Thanks for reading me :)

Answer 1

You could do this:

// Maps 8, 16 and 32 to uint8_t, uint16_t and uint32_t, respectively
template<size_t Size>
using SizedUInt = std::conditional_t<Size == 8, uint8_t,
                   std::conditional_t<Size == 16, uint16_t,
                    std::conditional_t<Size == 32, uint32_t, void>>>;

template<size_t Size, typename T, size_t N>
SizedUInt<Size> read(const std::array<T, N>& arr, uint32_t adr)
{
    SizedUInt<Size> returnValue{};
    for (uint8_t i = 0; i <= sizeof(SizedUInt<Size>) - 1; ++i) {
        returnValue <<= 8;
        returnValue |= arr[adr + i];
    }
    return returnValue;
}

SizedUInt is a template alias which selects correct type using nested conditional_t template. I've set the "false" type of the deepest conditional_t to void in order to trigger compilation error, when the template is used with value different than 8, 16 or 32.

---

Or, you could do this, using your template class:

// create a temporary of type Read<32> and call its call operator
auto val = Read<32>{}(memory, 0);

Answer 2

The only reason for Read as a class seems to be the definition of Read_traits . But you can define the latter outside of the former too. Just a few additional typename keywords necessary due to C++ uglyness...

Note that the sz template parameter is provided first. When invoking, it is the only parameter used explicitly.

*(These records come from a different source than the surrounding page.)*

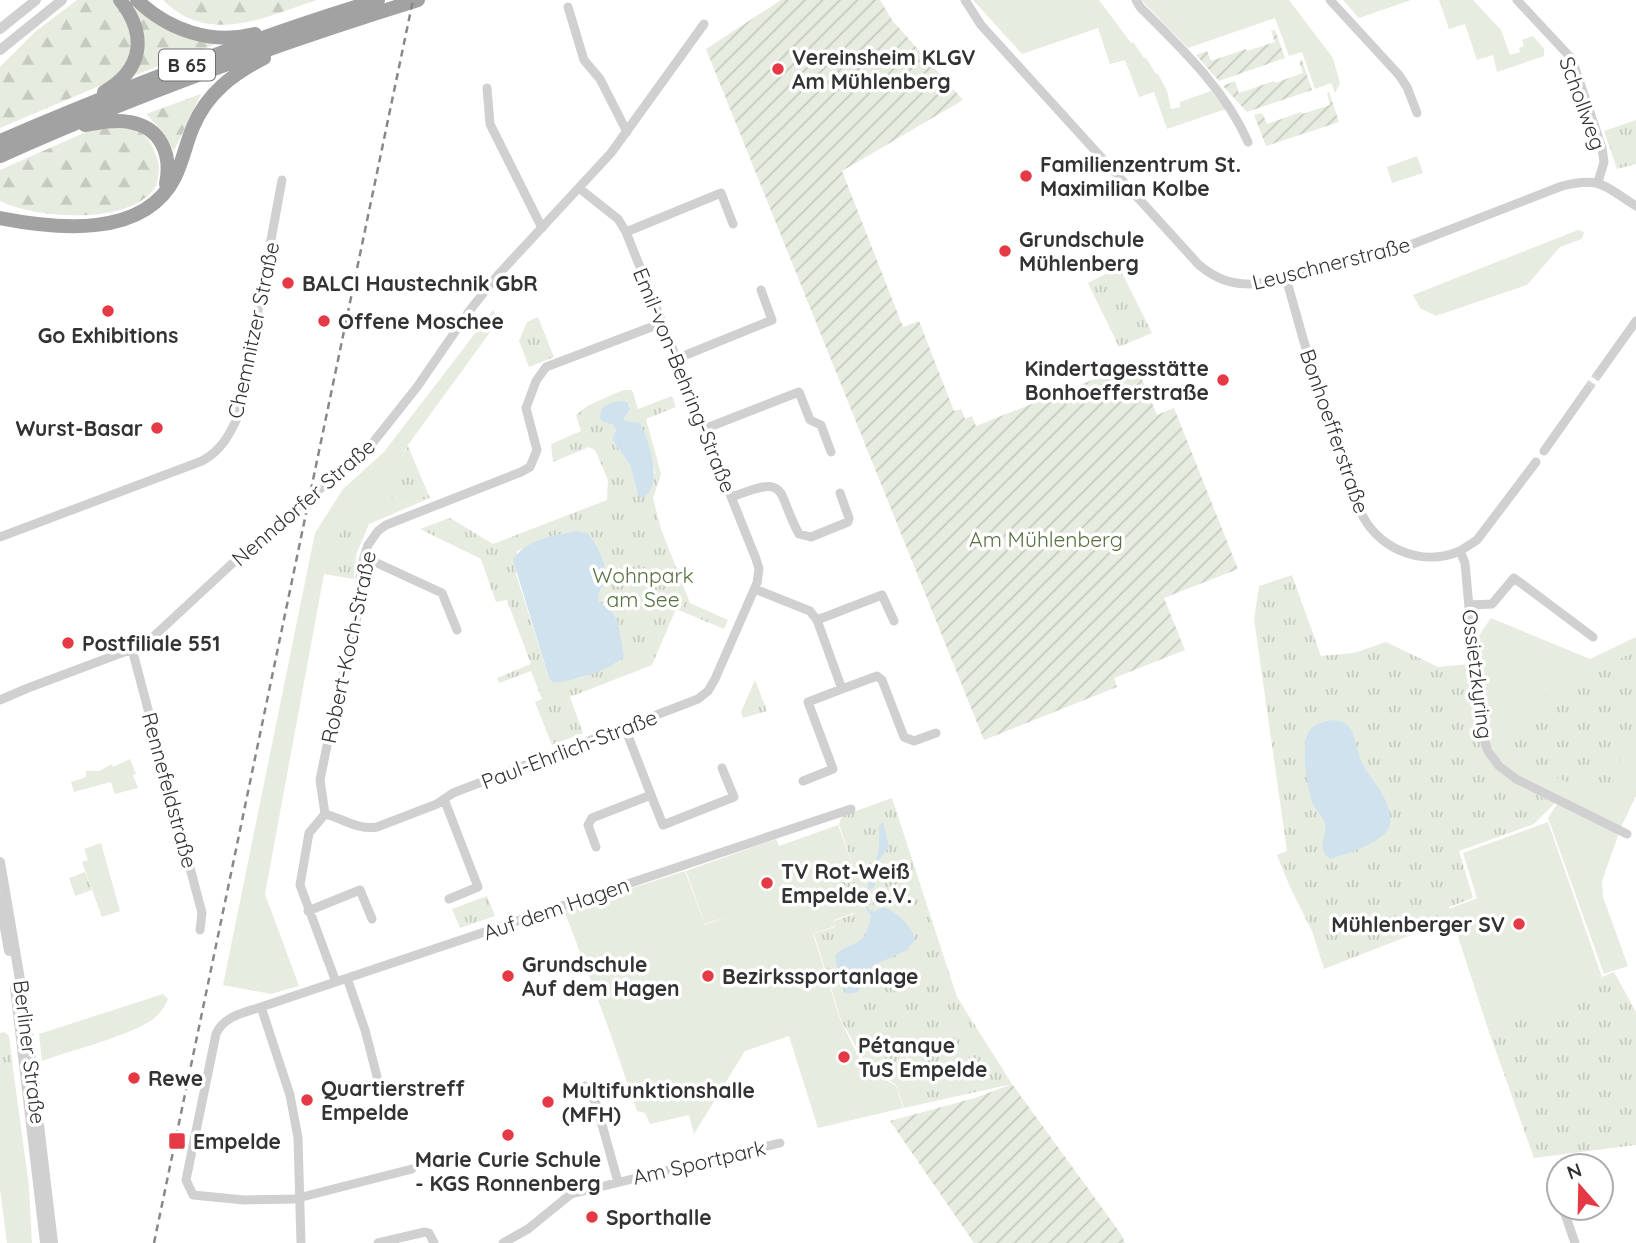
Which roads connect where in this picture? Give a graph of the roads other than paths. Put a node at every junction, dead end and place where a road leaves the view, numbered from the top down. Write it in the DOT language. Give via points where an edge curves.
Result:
graph roads {
  1 [pos="36,0"];
  2 [pos="62,0"];
  3 [pos="120,0"];
  4 [pos="137,0"];
  5 [pos="378,0"];
  6 [pos="418,0"];
  7 [pos="965,0"];
  8 [pos="1136,0"];
  9 [pos="1331,0"];
  10 [pos="1517,0"];
  11 [pos="568,7"];
  12 [pos="310,20"];
  13 [pos="704,24"];
  14 [pos="0,29"];
  15 [pos="302,37"];
  16 [pos="0,50"];
  17 [pos="487,89"];
  18 [pos="1417,113"];
  19 [pos="64,120"];
  20 [pos="627,131"];
  21 [pos="0,141"];
  22 [pos="1248,142"];
  23 [pos="0,156"];
  24 [pos="282,180"];
  25 [pos="1598,183"];
  26 [pos="579,188"];
  27 [pos="163,195"];
  28 [pos="1636,206"];
  29 [pos="1,218"];
  30 [pos="733,224"];
  31 [pos="542,228"];
  32 [pos="626,232"];
  33 [pos="1286,278"];
  34 [pos="761,290"];
  35 [pos="1636,321"];
  36 [pos="663,323"];
  37 [pos="676,359"];
  38 [pos="1600,373"];
  39 [pos="1587,390"];
  40 [pos="704,429"];
  41 [pos="1544,451"];
  42 [pos="831,452"];
  43 [pos="1535,462"];
  44 [pos="840,493"];
  45 [pos="732,498"];
  46 [pos="0,537"];
  47 [pos="1460,551"];
  48 [pos="364,557"];
  49 [pos="755,589"];
  50 [pos="1469,606"];
  51 [pos="817,620"];
  52 [pos="894,621"];
  53 [pos="457,630"];
  54 [pos="1593,637"];
  55 [pos="132,649"];
  56 [pos="842,689"];
  57 [pos="0,700"];
  58 [pos="625,728"];
  59 [pos="936,733"];
  60 [pos="722,768"];
  61 [pos="803,780"];
  62 [pos="651,795"];
  63 [pos="444,799"];
  64 [pos="852,808"];
  65 [pos="325,814"];
  66 [pos="1627,834"];
  67 [pos="596,847"];
  68 [pos="0,862"];
  69 [pos="0,899"];
  70 [pos="449,899"];
  71 [pos="308,911"];
  72 [pos="4,913"];
  73 [pos="372,919"];
  74 [pos="200,930"];
  75 [pos="347,978"];
  76 [pos="336,982"];
  77 [pos="261,1007"];
  78 [pos="585,1086"];
  79 [pos="381,1092"];
  80 [pos="779,1143"];
  81 [pos="412,1169"];
  82 [pos="618,1182"];
  83 [pos="300,1197"];
  84 [pos="1568,1222"];
  85 [pos="45,1243"];
  86 [pos="53,1243"];
  87 [pos="301,1243"];
  88 [pos="378,1243"];
  89 [pos="435,1243"];
  90 [pos="503,1243"];
  91 [pos="1575,1243"];
  1 -- 14 [label="street"];
  2 -- 16 [label="street"];
  3 -- 19 [label="highway" via="134,19 138,35 132,66 109,89"];
  4 -- 12 [label="highway" via="172,26 215,37 245,37"];
  5 -- 12 [label="highway, B 65"];
  6 -- 15 [label="highway, B 65"];
  7 -- 33 [label="street, Leuschnerstraße" via="981,25 1199,265 1234,284"];
  8 -- 22 [label="street" via="1233,110"];
  9 -- 18 [label="street" via="1399,75"];
  10 -- 25 [label="street, Schollweg" via="1572,59 1602,148 1604,162"];
  11 -- 20 [label="street" via="584,60 600,79"];
  12 -- 19 [label="highway, B 65" via="167,72"];
  13 -- 20 [label="street, Nenndorfer Straße"];
  15 -- 19 [label="highway, B 65"];
  15 -- 27 [label="highway" via="238,71 203,106 175,178"];
  17 -- 31 [label="street" via="490,124"];
  19 -- 21 [label="highway, B 65"];
  19 -- 23 [label="highway, B 65"];
  19 -- 27 [label="highway" via="128,121 150,130 168,156"];
  20 -- 26 [label="street, Nenndorfer Straße"];
  24 -- 46 [label="street, Chemnitzer Straße" via="239,414 228,439 202,461"];
  25 -- 28 [label="street"];
  25 -- 33 [label="street, Leuschnerstraße" via="1562,186 1405,247"];
  26 -- 31 [label="street, Nenndorfer Straße"];
  26 -- 32 [label="street, Emil-von-Behring-Straße" via="618,219"];
  27 -- 29 [label="highway" via="141,212 89,226 39,225"];
  30 -- 32 [label="street" via="721,193"];
  31 -- 55 [label="street, Nenndorfer Straße" via="470,310 367,450 251,546 153,637"];
  32 -- 36 [label="street, Emil-von-Behring-Straße"];
  33 -- 47 [label="street, Bonhoefferstraße" via="1369,527 1393,547 1420,558 1447,557"];
  34 -- 37 [label="street" via="772,320"];
  35 -- 38 [label="street"];
  36 -- 37 [label="street, Emil-von-Behring-Straße"];
  36 -- 48 [label="street, Robert-Koch-Straße" via="546,367 526,408 537,450 530,467 386,525 368,545"];
  37 -- 40 [label="street, Emil-von-Behring-Straße" via="693,411"];
  39 -- 41 [label="street"];
  40 -- 42 [label="street" via="799,392 810,420 821,425"];
  40 -- 45 [label="street, Emil-von-Behring-Straße"];
  43 -- 47 [label="street" via="1477,540"];
  44 -- 45 [label="street" via="848,522 811,537 799,534 779,490 769,485"];
  45 -- 49 [label="street, Emil-von-Behring-Straße" via="756,559"];
  47 -- 50 [label="street, Ossietzkyring"];
  48 -- 53 [label="street" via="442,593"];
  48 -- 65 [label="street, Robert-Koch-Straße" via="349,661 340,682 320,780"];
  49 -- 51 [label="street" via="810,611"];
  49 -- 58 [label="street, Paul-Ehrlich-Straße" via="708,691"];
  50 -- 54 [label="street" via="1492,604 1514,578"];
  50 -- 66 [label="street, Ossietzkyring" via="1481,730 1493,759 1516,779"];
  51 -- 52 [label="street" via="883,595"];
  51 -- 56 [label="street"];
  55 -- 57 [label="street, Nenndorfer Straße"];
  55 -- 74 [label="street, Rennefeldstraße" via="202,913"];
  56 -- 59 [label="street" via="877,676 904,737 914,741"];
  56 -- 61 [label="street" via="808,702 833,769"];
  58 -- 62 [label="street"];
  58 -- 63 [label="street, Paul-Ehrlich-Straße"];
  60 -- 62 [label="street" via="734,797 663,825"];
  62 -- 67 [label="street" via="592,818 588,825"];
  63 -- 65 [label="street, Paul-Ehrlich-Straße" via="372,828"];
  63 -- 70 [label="street" via="478,887"];
  64 -- 75 [label="street, Auf dem Hagen"];
  65 -- 71 [label="street" via="309,833 300,878"];
  68 -- 72 [label="street, Berliner Straße"];
  69 -- 72 [label="street, Berliner Straße"];
  71 -- 73 [label="street" via="360,890"];
  71 -- 76 [label="street"];
  72 -- 85 [label="street, Berliner Straße"];
  72 -- 86 [label="street, Berliner Straße" via="26,1015"];
  75 -- 76 [label="street, Auf dem Hagen"];
  75 -- 79 [label="street"];
  76 -- 77 [label="street, Auf dem Hagen"];
  77 -- 83 [label="street" via="290,1095 298,1138"];
  77 -- 83 [label="street, Auf dem Hagen" via="220,1024 186,1180 193,1195 207,1198 262,1201"];
  78 -- 82 [label="street, Am Sportpark" via="596,1103"];
  80 -- 82 [label="street, Am Sportpark"];
  81 -- 83 [label="street"];
  82 -- 90 [label="street, Am Sportpark" via="571,1194"];
  83 -- 87 [label="street"];
  84 -- 91 [label="street"];
  88 -- 89 [label="street" via="425,1232"];
}
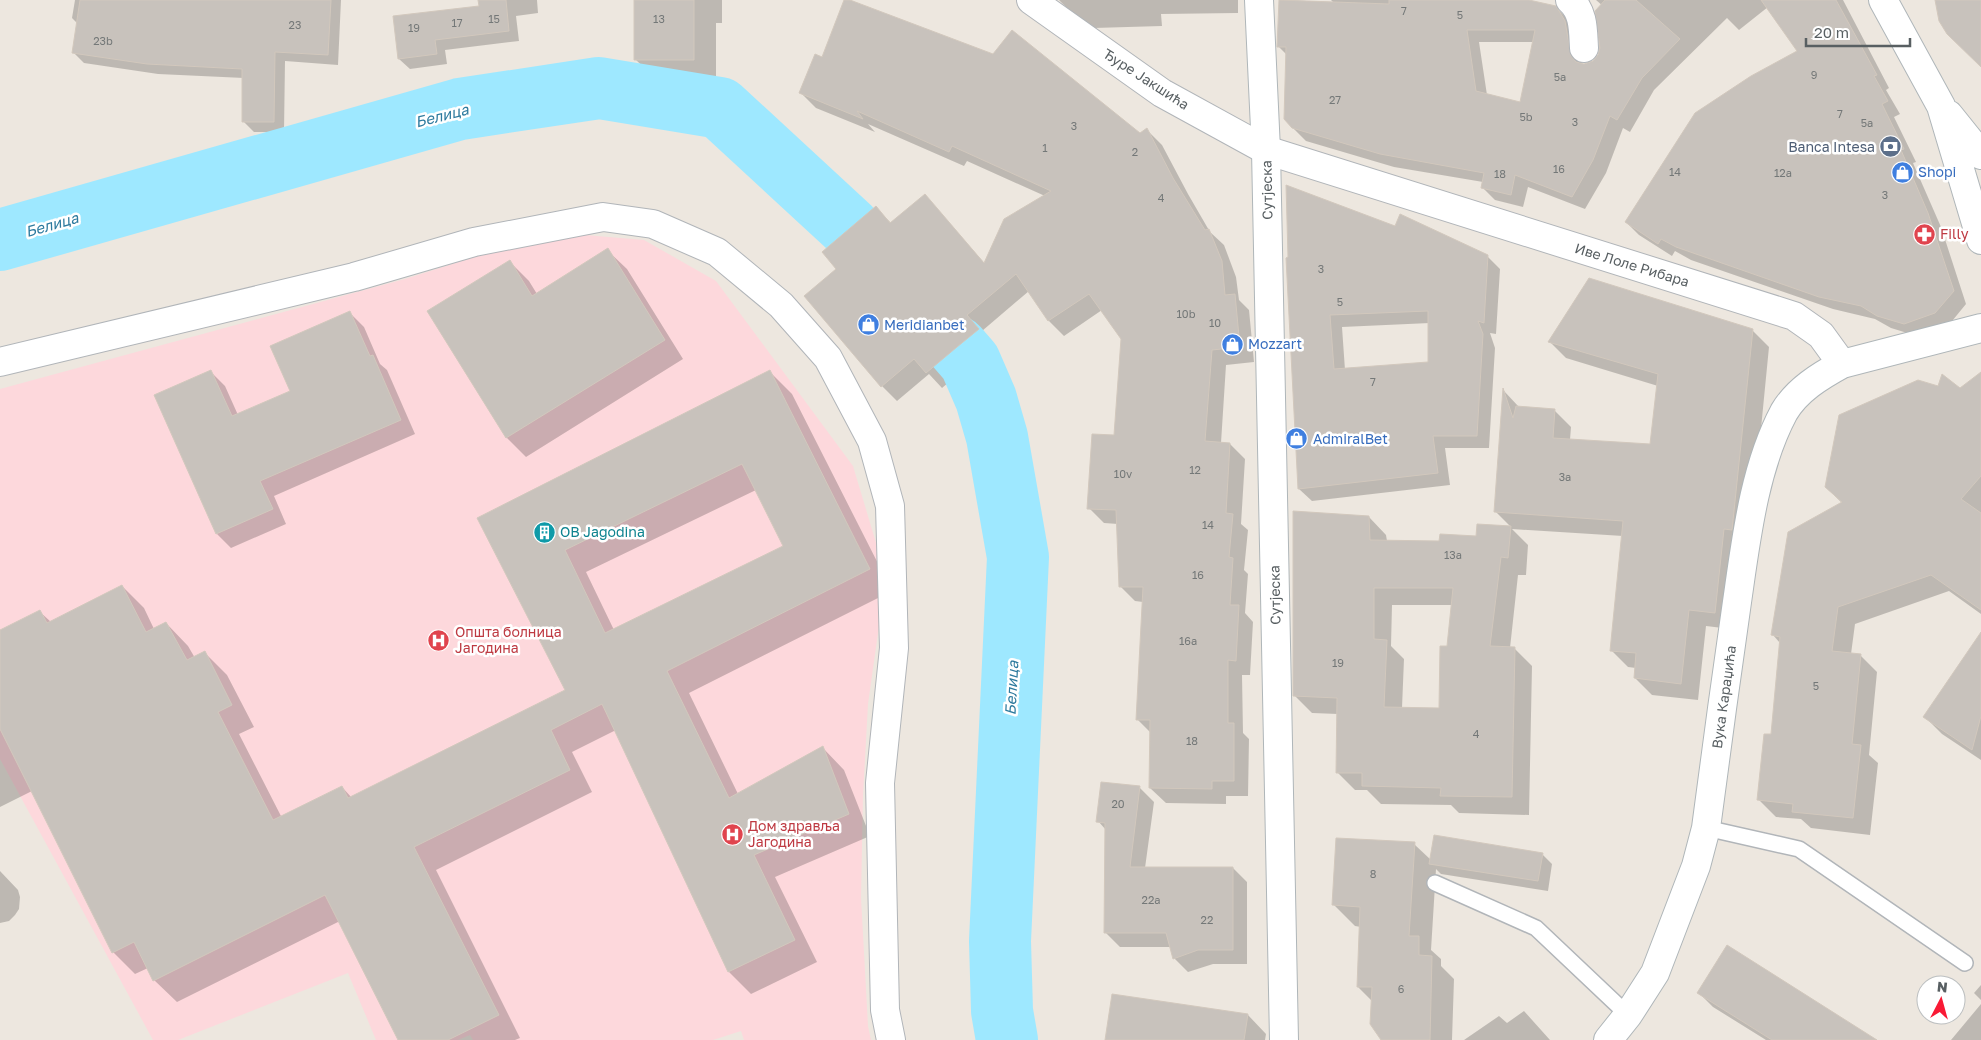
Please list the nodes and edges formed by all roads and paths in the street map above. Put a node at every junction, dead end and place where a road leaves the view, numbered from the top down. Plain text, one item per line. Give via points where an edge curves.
1 (1031, 0) edge
2 (1259, 0) edge
3 (1570, 0) edge
4 (1883, 0) edge
5 (1584, 48) dead end
6 (1941, 106) junction
7 (1266, 150) junction
8 (1981, 155) edge
9 (1981, 240) edge
10 (1981, 328) edge
11 (0, 362) edge
12 (1842, 364) junction
13 (1706, 828) junction
14 (1435, 883) dead end
15 (1965, 963) dead end
16 (1628, 1015) junction
17 (891, 1040) edge
18 (1284, 1040) edge
19 (1608, 1040) edge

The rest is deducted, same as before.

#include <cstdint>
#include <iostream>
#include <array>

template <std::size_t sz>
struct ReadType { };

template <>
struct ReadType <8> { using type = std::uint8_t; };

template <>
struct ReadType <16> { using type = std::uint16_t; };

template <>
struct ReadType <32> { using type = std::uint32_t; };

template <>
struct ReadType <64> { using type = std::uint64_t; };

template <std::size_t sz, typename T, ::std::size_t N>
typename ReadType<sz>::type read(const ::std::array<T, N> & arr, const ::std::uint32_t& adr) {
    using read_type = typename ReadType<sz>::type;
    read_type returnValue{};
    for (uint8_t i = 0; i <= sizeof(read_type) - 1; ++i) {
        returnValue <<= 8;
        returnValue |= arr[adr + i];
    }
    return returnValue;
};

int main()
{
    std::array <uint8_t, 0x4> memory {0xFE, 0xDC, 0xBA, 0x98};
    auto val32 = read<32>(memory, 0);
    std::cout << "32 bits: 0x" << std::hex << val32 << std::endl;

    return 0;
}